(Work to be completed)
Using the data that follows, output only the lines from the line with "What data does" up to and including the line with "Annotation task. Build", exactly, leaving pictures aside.

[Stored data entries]
----
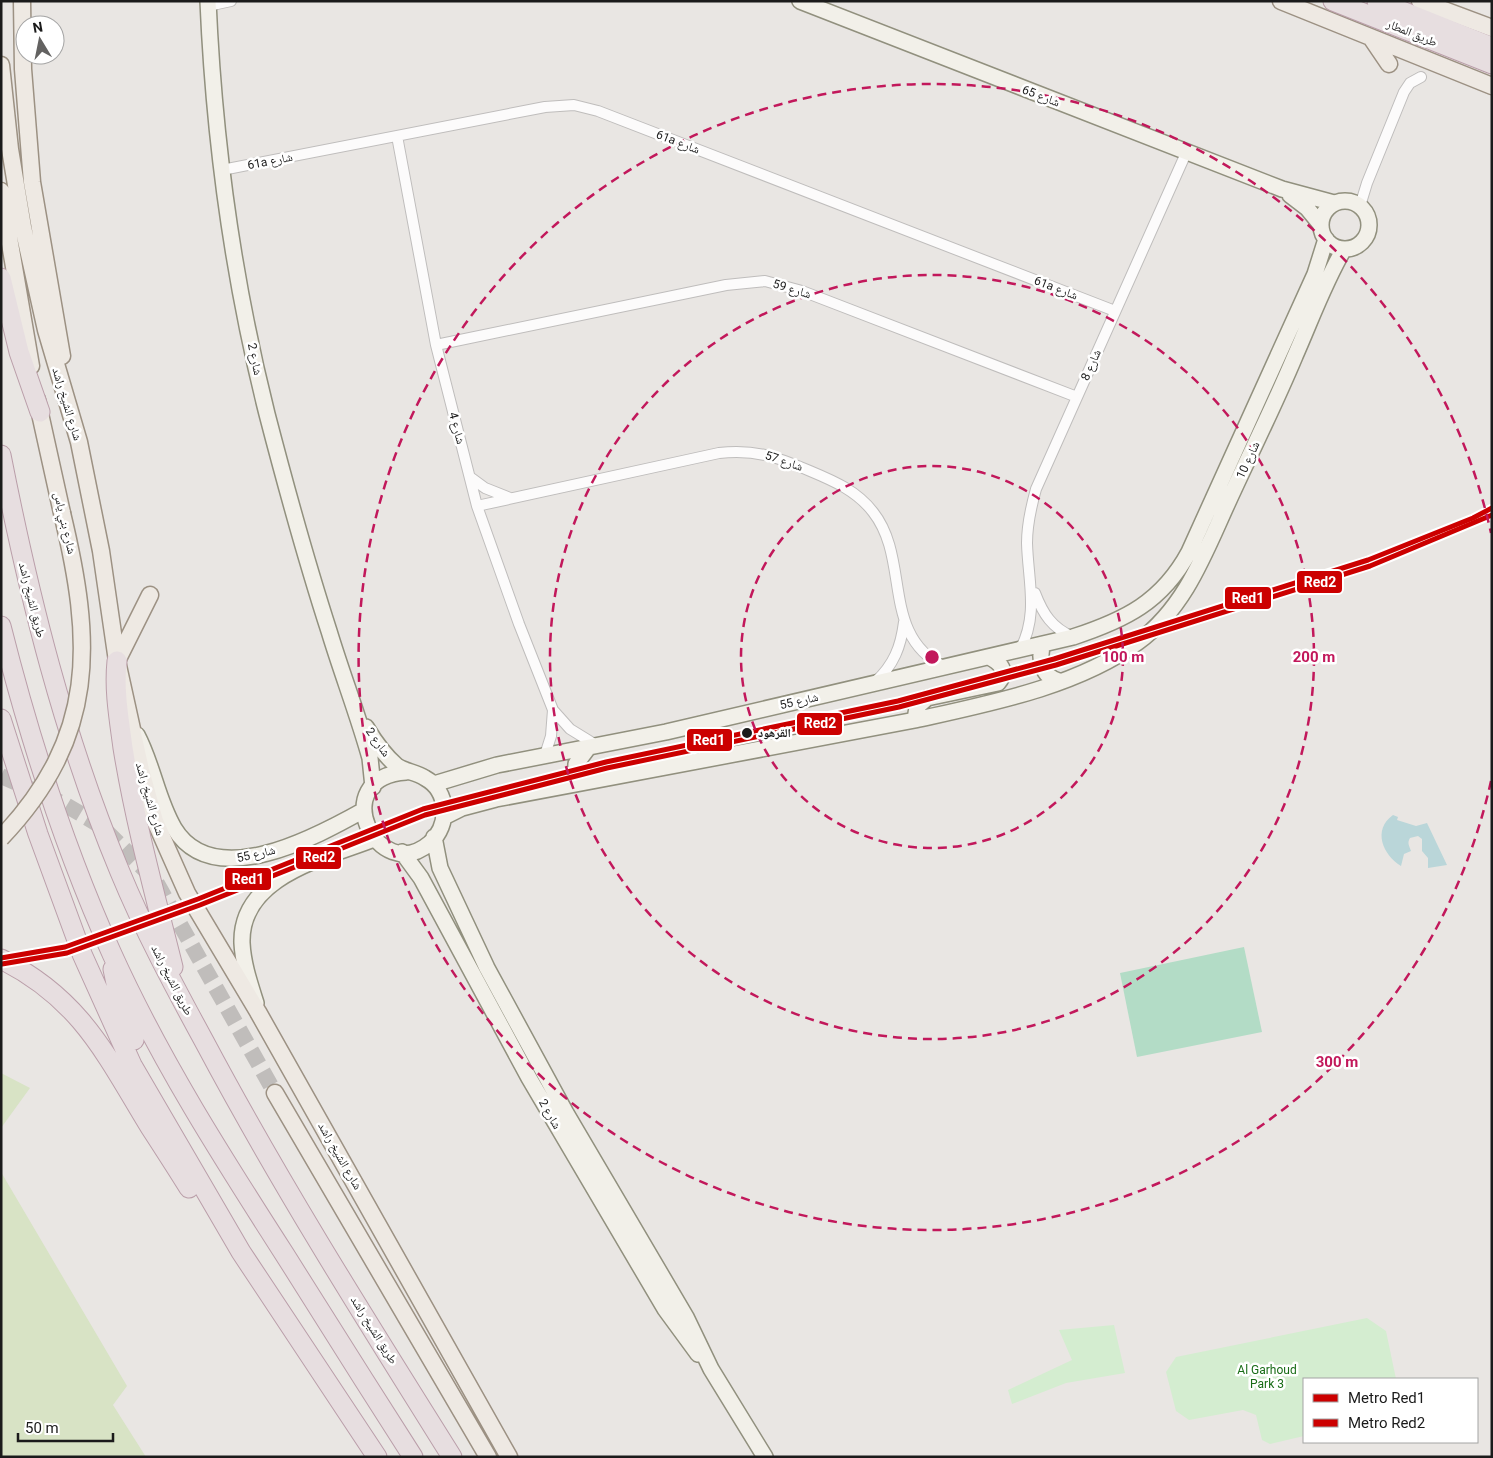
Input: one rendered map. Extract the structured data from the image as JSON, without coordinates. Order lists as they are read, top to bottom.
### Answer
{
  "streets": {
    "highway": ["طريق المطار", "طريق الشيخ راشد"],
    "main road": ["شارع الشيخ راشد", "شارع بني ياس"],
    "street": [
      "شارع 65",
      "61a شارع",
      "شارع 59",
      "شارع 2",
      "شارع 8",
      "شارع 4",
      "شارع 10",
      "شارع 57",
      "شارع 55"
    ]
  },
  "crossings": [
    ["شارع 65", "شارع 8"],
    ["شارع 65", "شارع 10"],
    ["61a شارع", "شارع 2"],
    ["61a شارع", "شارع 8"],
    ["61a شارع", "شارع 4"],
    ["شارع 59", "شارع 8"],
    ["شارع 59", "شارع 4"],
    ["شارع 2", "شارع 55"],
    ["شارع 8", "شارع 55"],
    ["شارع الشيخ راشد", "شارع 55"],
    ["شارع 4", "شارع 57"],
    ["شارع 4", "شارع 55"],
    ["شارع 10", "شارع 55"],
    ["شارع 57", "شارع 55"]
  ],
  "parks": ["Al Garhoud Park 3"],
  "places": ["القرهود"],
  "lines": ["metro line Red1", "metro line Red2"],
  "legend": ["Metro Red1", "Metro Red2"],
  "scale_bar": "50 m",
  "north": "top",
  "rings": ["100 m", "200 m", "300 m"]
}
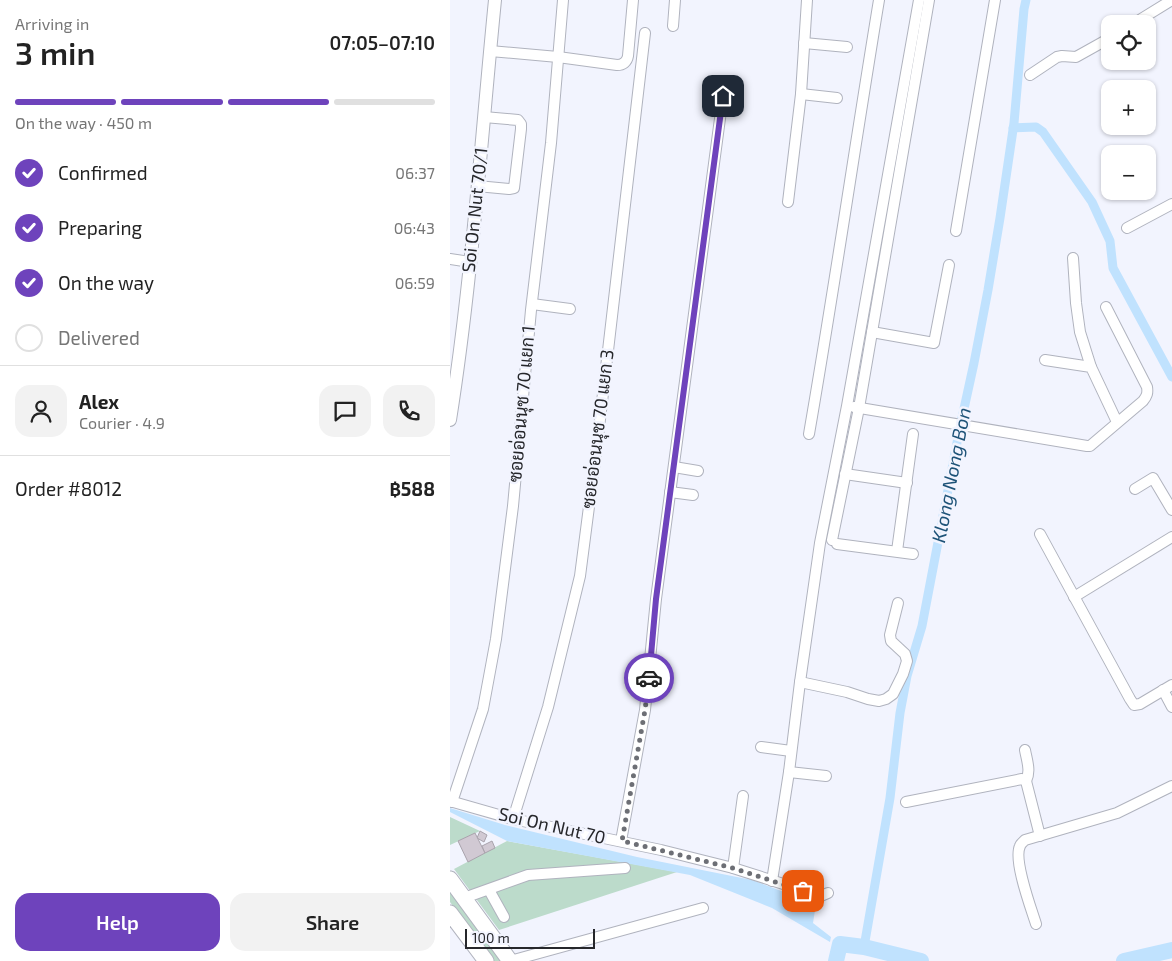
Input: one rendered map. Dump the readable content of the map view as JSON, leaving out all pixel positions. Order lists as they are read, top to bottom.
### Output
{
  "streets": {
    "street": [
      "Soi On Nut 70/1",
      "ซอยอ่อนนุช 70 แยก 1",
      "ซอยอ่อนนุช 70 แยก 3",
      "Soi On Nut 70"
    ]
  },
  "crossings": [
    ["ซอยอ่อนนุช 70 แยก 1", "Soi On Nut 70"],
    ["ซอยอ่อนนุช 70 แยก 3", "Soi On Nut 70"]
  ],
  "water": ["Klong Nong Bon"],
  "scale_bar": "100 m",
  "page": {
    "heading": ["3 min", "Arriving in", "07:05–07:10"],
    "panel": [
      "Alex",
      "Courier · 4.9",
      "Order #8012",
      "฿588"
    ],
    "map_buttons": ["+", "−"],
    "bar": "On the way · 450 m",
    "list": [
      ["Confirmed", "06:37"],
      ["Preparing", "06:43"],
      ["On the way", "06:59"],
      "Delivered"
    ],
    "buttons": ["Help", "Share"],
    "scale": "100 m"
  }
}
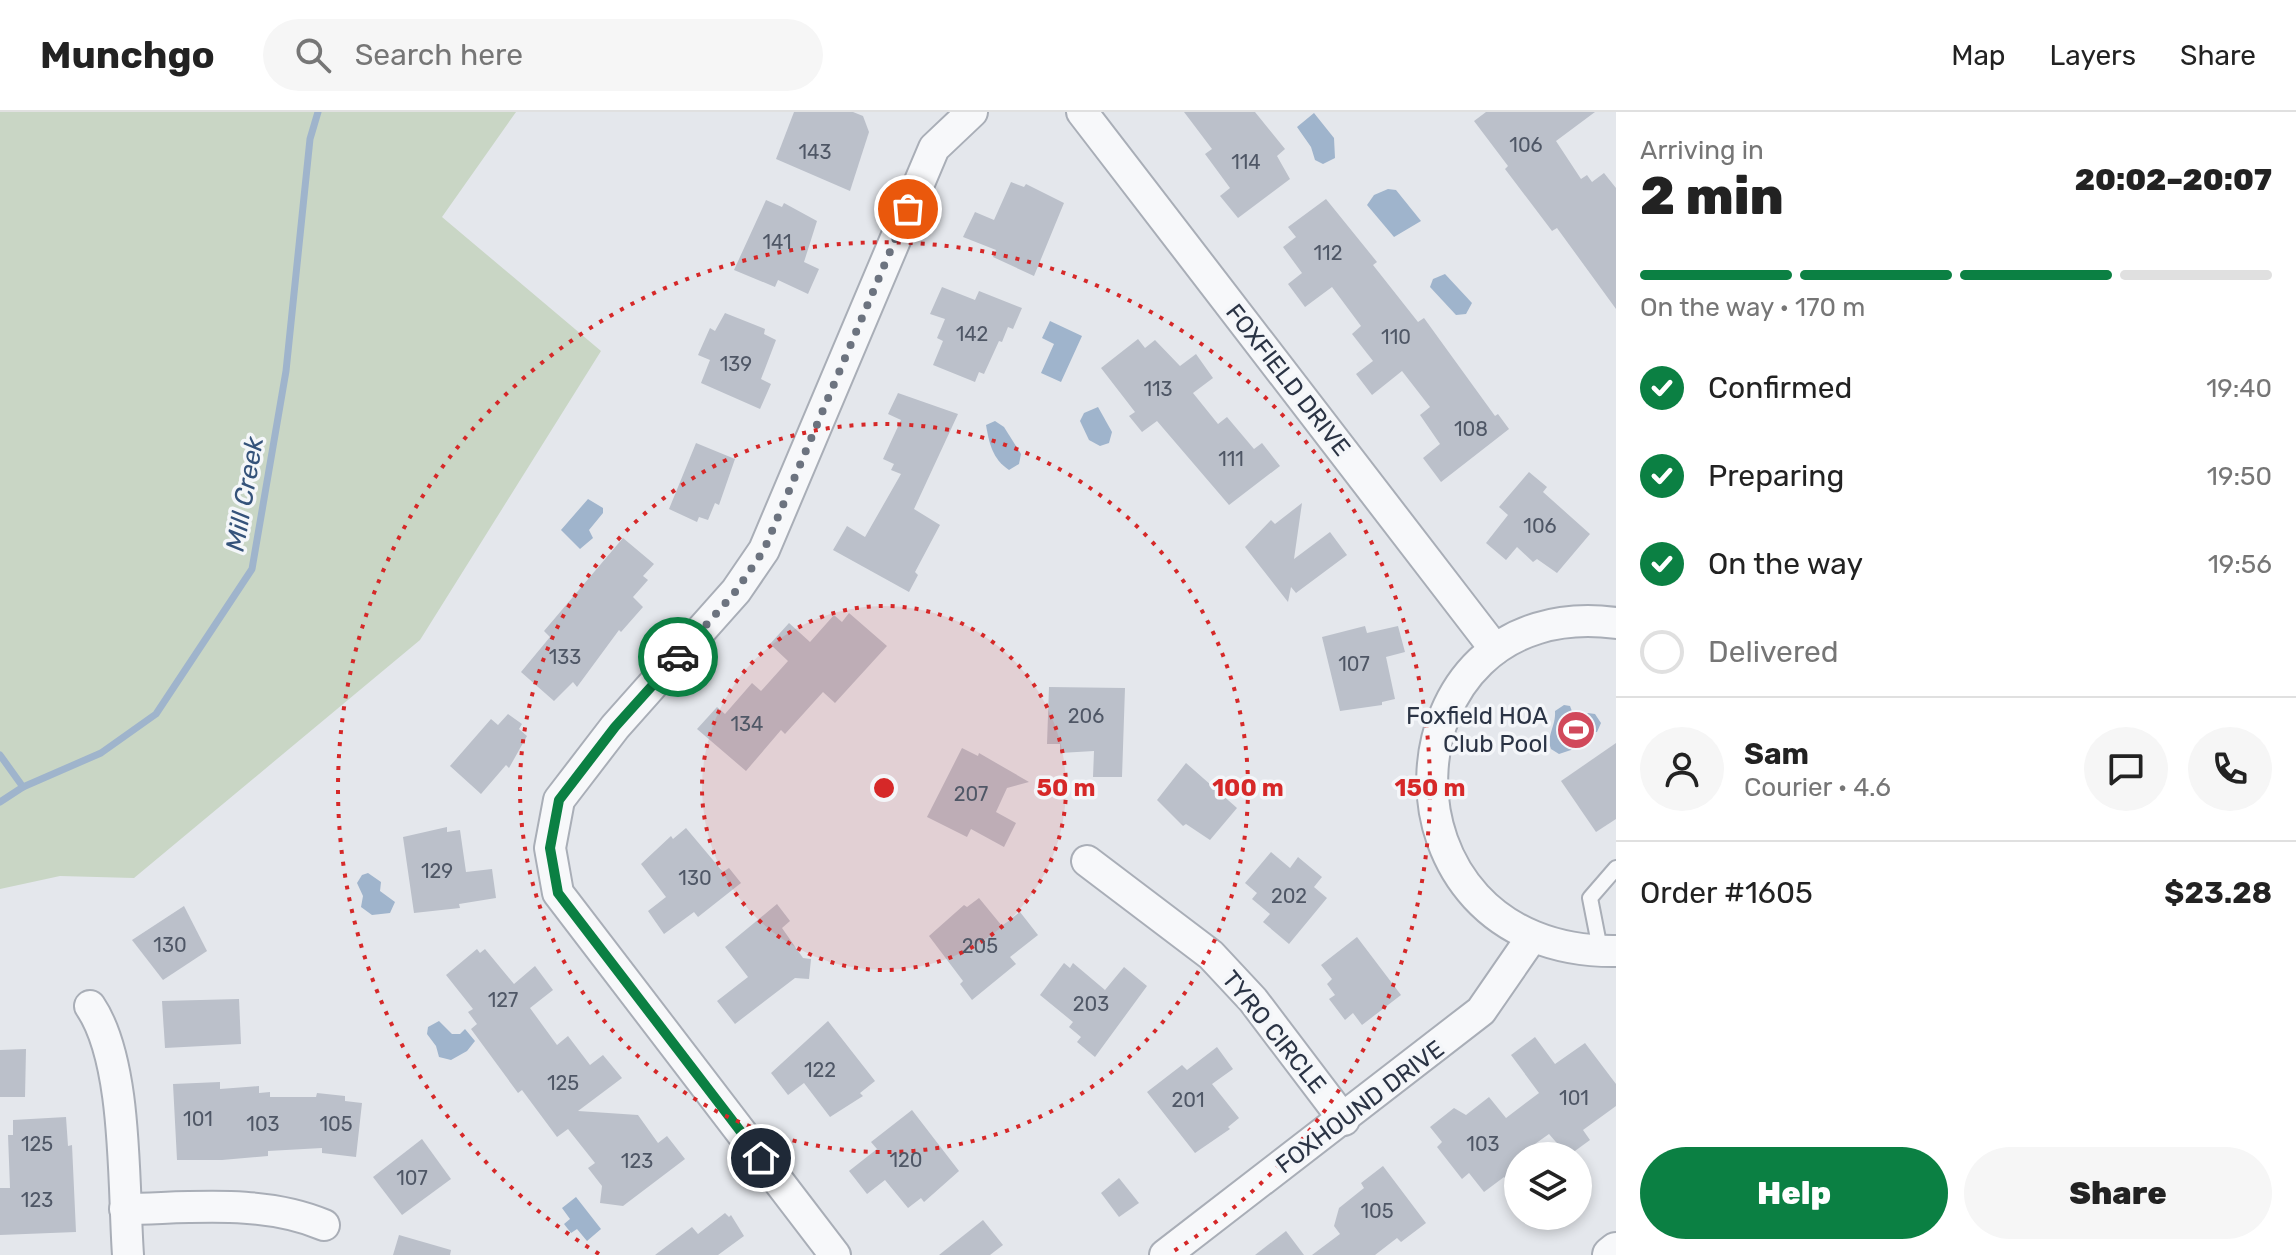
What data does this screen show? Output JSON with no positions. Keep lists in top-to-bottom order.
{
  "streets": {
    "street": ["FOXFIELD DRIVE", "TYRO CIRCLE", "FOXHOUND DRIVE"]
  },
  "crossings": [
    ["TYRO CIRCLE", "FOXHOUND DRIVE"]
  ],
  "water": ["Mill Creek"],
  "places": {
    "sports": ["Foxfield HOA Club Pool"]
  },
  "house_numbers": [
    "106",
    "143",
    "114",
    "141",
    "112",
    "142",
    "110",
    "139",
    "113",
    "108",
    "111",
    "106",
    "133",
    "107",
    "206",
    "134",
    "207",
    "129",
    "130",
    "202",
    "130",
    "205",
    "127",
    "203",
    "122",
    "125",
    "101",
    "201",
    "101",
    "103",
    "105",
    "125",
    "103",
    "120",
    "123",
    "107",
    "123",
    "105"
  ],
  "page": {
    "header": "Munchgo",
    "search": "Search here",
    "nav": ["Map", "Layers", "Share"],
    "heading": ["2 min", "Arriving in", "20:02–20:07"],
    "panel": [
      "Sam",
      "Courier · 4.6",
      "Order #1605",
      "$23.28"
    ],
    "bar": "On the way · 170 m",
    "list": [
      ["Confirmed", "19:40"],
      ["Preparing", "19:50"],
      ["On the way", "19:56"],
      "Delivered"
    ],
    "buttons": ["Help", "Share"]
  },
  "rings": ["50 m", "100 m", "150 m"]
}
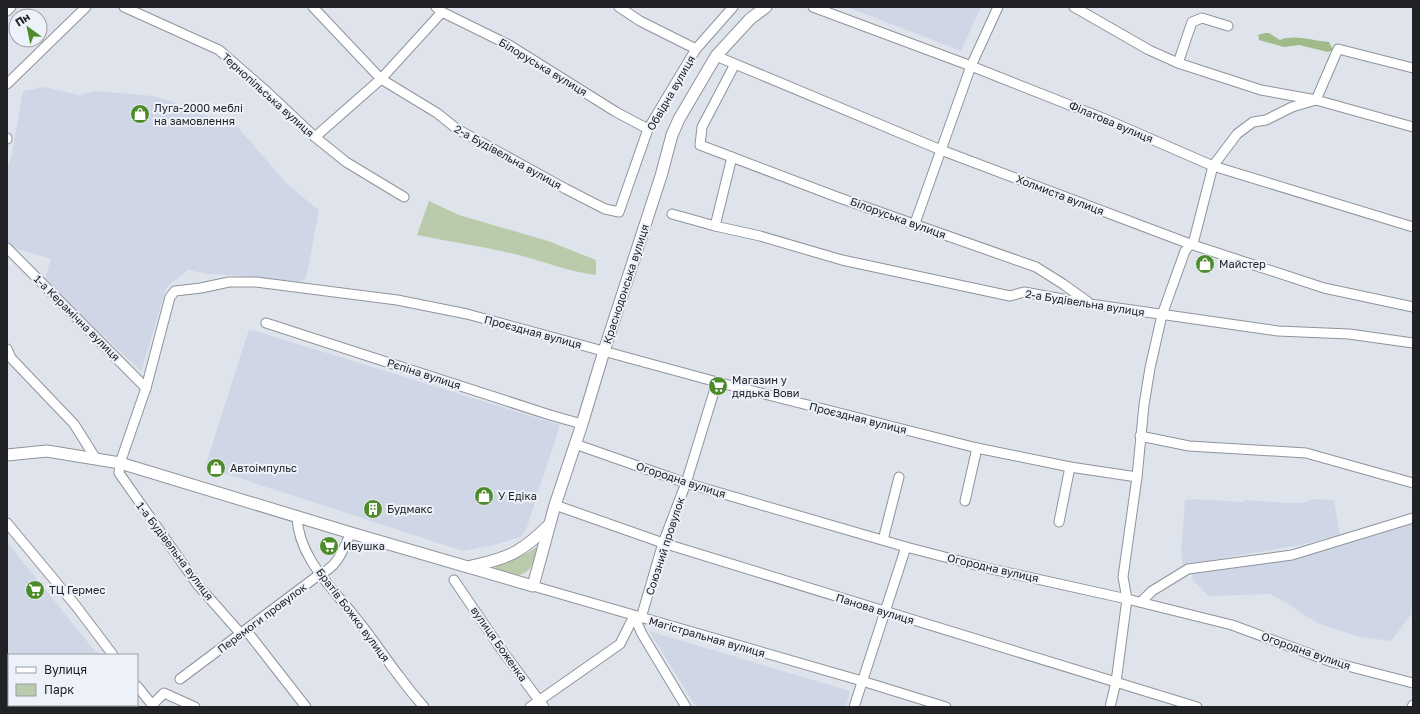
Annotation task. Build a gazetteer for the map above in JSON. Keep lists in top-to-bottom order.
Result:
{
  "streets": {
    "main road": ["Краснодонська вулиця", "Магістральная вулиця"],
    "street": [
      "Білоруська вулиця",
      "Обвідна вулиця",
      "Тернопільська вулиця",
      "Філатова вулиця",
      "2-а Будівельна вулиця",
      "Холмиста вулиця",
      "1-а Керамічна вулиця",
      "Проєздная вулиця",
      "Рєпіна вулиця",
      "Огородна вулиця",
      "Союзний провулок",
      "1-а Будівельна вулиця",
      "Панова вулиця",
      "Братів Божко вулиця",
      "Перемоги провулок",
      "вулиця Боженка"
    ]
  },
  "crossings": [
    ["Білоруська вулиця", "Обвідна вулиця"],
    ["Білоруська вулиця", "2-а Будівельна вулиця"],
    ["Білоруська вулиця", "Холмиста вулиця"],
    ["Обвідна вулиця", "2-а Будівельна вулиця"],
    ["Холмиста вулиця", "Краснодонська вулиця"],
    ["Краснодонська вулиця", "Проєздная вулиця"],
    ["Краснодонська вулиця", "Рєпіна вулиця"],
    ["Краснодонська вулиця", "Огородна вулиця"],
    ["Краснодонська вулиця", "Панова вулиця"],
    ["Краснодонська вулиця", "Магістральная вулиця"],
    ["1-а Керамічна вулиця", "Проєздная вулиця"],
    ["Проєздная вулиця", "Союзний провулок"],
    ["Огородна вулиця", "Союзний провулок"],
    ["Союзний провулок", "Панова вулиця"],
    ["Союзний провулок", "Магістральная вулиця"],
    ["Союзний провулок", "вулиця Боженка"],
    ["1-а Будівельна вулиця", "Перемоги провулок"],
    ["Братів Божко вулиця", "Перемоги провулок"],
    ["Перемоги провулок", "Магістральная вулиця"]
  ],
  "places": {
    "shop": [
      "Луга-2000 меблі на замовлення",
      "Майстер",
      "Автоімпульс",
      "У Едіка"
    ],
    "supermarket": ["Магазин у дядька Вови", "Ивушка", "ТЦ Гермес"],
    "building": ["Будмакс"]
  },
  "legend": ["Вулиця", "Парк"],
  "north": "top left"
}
----
(Reply to the task)
What data does this screen show? Output JSON with no positions. Keep lists in top-to-bottom order.
{
  "streets": {
    "street": ["FOXFIELD DRIVE", "TYRO CIRCLE", "FOXHOUND DRIVE"]
  },
  "crossings": [
    ["TYRO CIRCLE", "FOXHOUND DRIVE"]
  ],
  "water": ["Mill Creek"],
  "places": {
    "sports": ["Foxfield HOA Club Pool"]
  },
  "house_numbers": [
    "106",
    "143",
    "114",
    "141",
    "112",
    "142",
    "110",
    "139",
    "113",
    "108",
    "111",
    "106",
    "133",
    "107",
    "206",
    "134",
    "207",
    "129",
    "130",
    "202",
    "130",
    "205",
    "127",
    "203",
    "122",
    "125",
    "101",
    "201",
    "101",
    "103",
    "105",
    "125",
    "103",
    "120",
    "123",
    "107",
    "123",
    "105"
  ],
  "page": {
    "header": "Munchgo",
    "search": "Search here",
    "nav": ["Map", "Layers", "Share"],
    "heading": ["2 min", "Arriving in", "20:02–20:07"],
    "panel": [
      "Sam",
      "Courier · 4.6",
      "Order #1605",
      "$23.28"
    ],
    "bar": "On the way · 170 m",
    "list": [
      ["Confirmed", "19:40"],
      ["Preparing", "19:50"],
      ["On the way", "19:56"],
      "Delivered"
    ],
    "buttons": ["Help", "Share"]
  },
  "rings": ["50 m", "100 m", "150 m"]
}
Annotation task. Build a gazetteer for the map above in JSON. Keep lists in top-to-bottom order.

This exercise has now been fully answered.